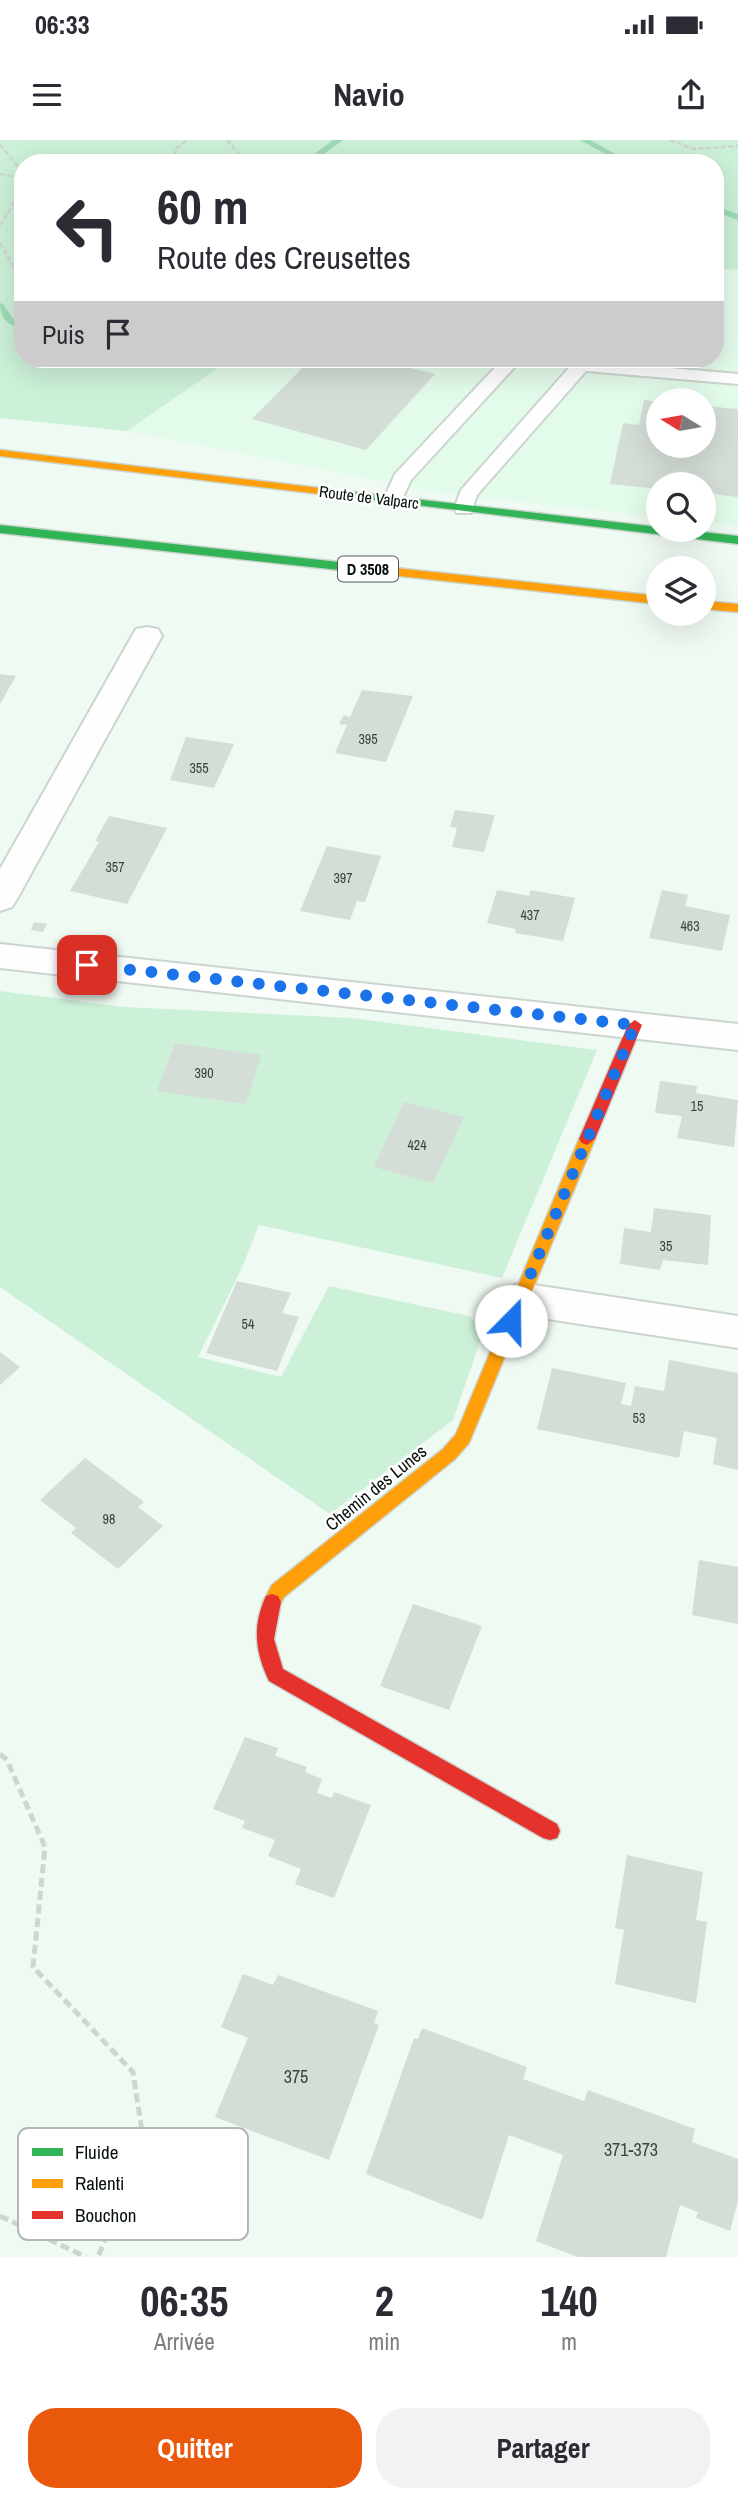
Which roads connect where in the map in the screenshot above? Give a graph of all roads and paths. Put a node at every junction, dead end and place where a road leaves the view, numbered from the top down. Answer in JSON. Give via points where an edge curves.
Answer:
{"nodes":[{"id":1,"x":187,"y":140,"type":"edge"},
{"id":2,"x":227,"y":140,"type":"edge"},
{"id":3,"x":670,"y":140,"type":"edge"},
{"id":4,"x":0,"y":145,"type":"edge"},
{"id":5,"x":738,"y":146,"type":"edge"},
{"id":6,"x":175,"y":154,"type":"edge"},
{"id":7,"x":239,"y":154,"type":"edge"},
{"id":8,"x":14,"y":161,"type":"edge"},
{"id":9,"x":14,"y":204,"type":"edge"},
{"id":10,"x":0,"y":225,"type":"edge"},
{"id":11,"x":0,"y":243,"type":"edge"},
{"id":12,"x":14,"y":267,"type":"edge"},
{"id":13,"x":505,"y":368,"type":"edge"},
{"id":14,"x":577,"y":368,"type":"edge"},
{"id":15,"x":614,"y":368,"type":"edge"},
{"id":16,"x":738,"y":379,"type":"edge"},
{"id":17,"x":0,"y":453,"type":"edge"},
{"id":18,"x":393,"y":500,"type":"junction"},
{"id":19,"x":464,"y":509,"type":"junction"},
{"id":20,"x":0,"y":530,"type":"edge"},
{"id":21,"x":738,"y":540,"type":"edge"},
{"id":22,"x":646,"y":599,"type":"edge"},
{"id":23,"x":716,"y":606,"type":"edge"},
{"id":24,"x":738,"y":608,"type":"edge"},
{"id":25,"x":147,"y":636,"type":"dead end"},
{"id":26,"x":0,"y":900,"type":"edge"},
{"id":27,"x":0,"y":956,"type":"edge"},
{"id":28,"x":635,"y":1025,"type":"junction"},
{"id":29,"x":738,"y":1037,"type":"edge"},
{"id":30,"x":521,"y":1298,"type":"junction"},
{"id":31,"x":738,"y":1332,"type":"edge"},
{"id":32,"x":0,"y":1754,"type":"edge"},
{"id":33,"x":550,"y":1831,"type":"dead end"},
{"id":34,"x":141,"y":2128,"type":"edge"},
{"id":35,"x":0,"y":2216,"type":"edge"},
{"id":36,"x":18,"y":2225,"type":"edge"},
{"id":37,"x":50,"y":2240,"type":"edge"},
{"id":38,"x":105,"y":2240,"type":"edge"},
{"id":39,"x":86,"y":2257,"type":"edge"},
{"id":40,"x":98,"y":2257,"type":"edge"}],
"edges":[{"from":1,"to":6,"type":"path"},
{"from":2,"to":7,"type":"path"},
{"from":3,"to":5,"type":"path","via":[[694,149]]},
{"from":4,"to":8,"type":"path"},
{"from":9,"to":10,"type":"path"},
{"from":11,"to":12,"type":"path"},
{"from":13,"to":18,"type":"lane","via":[[402,478]]},
{"from":14,"to":19,"type":"lane","via":[[468,494]]},
{"from":15,"to":16,"type":"lane"},
{"from":17,"to":18,"type":"main road","name":"Route de Valparc"},
{"from":18,"to":19,"type":"main road","name":"Route de Valparc"},
{"from":19,"to":21,"type":"main road","name":"Route de Valparc"},
{"from":20,"to":22,"type":"main road","number":"D 3508"},
{"from":23,"to":24,"type":"main road"},
{"from":25,"to":26,"type":"street"},
{"from":27,"to":28,"type":"street"},
{"from":28,"to":29,"type":"street"},
{"from":28,"to":30,"type":"main road","name":"Chemin des Lunes"},
{"from":30,"to":31,"type":"street"},
{"from":30,"to":33,"type":"main road","name":"Chemin des Lunes","via":[[463,1438],[278,1591],[268,1609],[264,1647],[267,1663],[276,1675]]},
{"from":32,"to":34,"type":"path","via":[[7,1760],[45,1847],[33,1967],[133,2072]]},
{"from":35,"to":36,"type":"path"},
{"from":37,"to":39,"type":"path"},
{"from":38,"to":40,"type":"path"}]}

• • • • •

Goal of the exercise: Find and show each line of the listing with the word "Lunes".

Solution for this task:
{"from":28,"to":30,"type":"main road","name":"Chemin des Lunes"},
{"from":30,"to":33,"type":"main road","name":"Chemin des Lunes","via":[[463,1438],[278,1591],[268,1609],[264,1647],[267,1663],[276,1675]]},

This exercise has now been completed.